We all know that baths take a ton of water, I mean you literally have to fill up a tub, and even the smallest one is pretty big. Plus, you don’t need baths, plenty of people only have a shower in their house and they’re fine, actually, I’d wager only a minority of people in the world, mostly Westerners, even have access to a personal bathtub.
So what do you think about taking baths (in the Western style where you drain the water after each user, not talking about public baths or hot tubs)? Do you think it’s fine occasionally in order to relax? Or do you think the massive water usage is never justified? Going further, do you think new houses should be built without bathtubs, only showers?
Why is it that you always pretend the world is so black and white that only westerners have bathtubs?
The last three apartments I lived in in Europe didn’t have a bathtub and the house I shortly inhabited in south africa even had a small indoor pool with a shower head.

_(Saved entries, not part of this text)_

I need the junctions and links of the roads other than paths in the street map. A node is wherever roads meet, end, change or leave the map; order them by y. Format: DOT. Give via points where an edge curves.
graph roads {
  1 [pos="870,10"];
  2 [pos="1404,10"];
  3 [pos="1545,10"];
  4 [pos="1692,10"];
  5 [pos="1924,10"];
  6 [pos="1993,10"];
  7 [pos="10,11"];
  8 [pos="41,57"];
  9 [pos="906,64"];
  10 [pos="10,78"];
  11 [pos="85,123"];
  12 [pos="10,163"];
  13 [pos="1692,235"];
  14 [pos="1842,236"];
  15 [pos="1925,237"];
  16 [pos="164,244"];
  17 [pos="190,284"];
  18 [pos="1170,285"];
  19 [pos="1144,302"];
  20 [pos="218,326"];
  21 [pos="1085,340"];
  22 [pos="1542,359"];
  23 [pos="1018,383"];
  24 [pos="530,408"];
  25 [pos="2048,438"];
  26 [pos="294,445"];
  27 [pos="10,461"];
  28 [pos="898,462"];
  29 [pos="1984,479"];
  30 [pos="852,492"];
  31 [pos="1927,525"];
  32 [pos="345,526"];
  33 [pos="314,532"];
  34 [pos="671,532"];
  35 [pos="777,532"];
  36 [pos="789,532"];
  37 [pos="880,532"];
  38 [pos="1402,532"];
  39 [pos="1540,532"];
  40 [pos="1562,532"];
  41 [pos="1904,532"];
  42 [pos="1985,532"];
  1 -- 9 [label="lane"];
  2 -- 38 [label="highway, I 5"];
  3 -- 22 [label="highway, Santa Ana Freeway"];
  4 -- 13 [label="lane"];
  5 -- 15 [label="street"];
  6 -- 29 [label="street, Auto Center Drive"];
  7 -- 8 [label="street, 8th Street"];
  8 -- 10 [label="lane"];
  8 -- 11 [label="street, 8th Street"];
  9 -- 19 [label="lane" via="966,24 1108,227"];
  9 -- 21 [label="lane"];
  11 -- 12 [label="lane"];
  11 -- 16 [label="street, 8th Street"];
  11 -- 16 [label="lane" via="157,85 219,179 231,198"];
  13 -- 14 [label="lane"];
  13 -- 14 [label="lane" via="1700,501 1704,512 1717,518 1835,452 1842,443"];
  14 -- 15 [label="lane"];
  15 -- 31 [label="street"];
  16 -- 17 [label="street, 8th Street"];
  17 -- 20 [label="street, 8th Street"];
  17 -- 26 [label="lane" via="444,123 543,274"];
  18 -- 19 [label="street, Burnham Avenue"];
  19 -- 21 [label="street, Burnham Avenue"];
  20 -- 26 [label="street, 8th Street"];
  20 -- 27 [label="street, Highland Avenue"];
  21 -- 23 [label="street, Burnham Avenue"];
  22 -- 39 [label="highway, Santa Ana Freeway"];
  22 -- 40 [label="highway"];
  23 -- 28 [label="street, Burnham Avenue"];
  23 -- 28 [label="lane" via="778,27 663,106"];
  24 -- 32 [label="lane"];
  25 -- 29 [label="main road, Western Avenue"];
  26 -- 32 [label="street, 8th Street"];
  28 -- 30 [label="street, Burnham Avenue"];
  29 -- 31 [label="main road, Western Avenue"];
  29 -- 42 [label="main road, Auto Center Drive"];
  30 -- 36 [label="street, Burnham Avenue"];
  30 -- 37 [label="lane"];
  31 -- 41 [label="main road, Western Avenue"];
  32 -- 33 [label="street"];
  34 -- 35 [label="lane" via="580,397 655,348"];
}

I think it’s pretty much proven that a shower ‘uses’ 70L or so of water and a bathtub about 200L. The thing is, you can’t really use water, only make it dirty.
If you have wastewater treatment, it’s mostly irrelevant how much water you use. I guess the most important part is how the water is heated.
I usually just shower and like to take a bath maybe once a month to once a week for relaxation? The more stressed I am, the more baths I take. So stopping human stress may be good for the environment after all…
Water treatment is also costly and even though you might have a small effect, you should try to use the least water you can. But yeah, heating is definitely a concern too.
you should try to use the least water you can.
Actually, no. The sewage system needs to be flushed with lots of water or huge, rotting balls of fat and feces accumulate and need to be cleaned up.
There isn’t a danger of breaking the system by not using enough water. The amount of water we use to flush a toilet is enough to convey feces to a treatment plant. We get fat clogs because fats, oils, and grease (FOG) don’t mix with water, float, and can cling to the walls (especially cold walls where FOG solidifies) of pipes. That’s why sewer organizations try to get people not to send FOG down the drain and why they don’t say ‘just make sure you rinse it down the sink real good.’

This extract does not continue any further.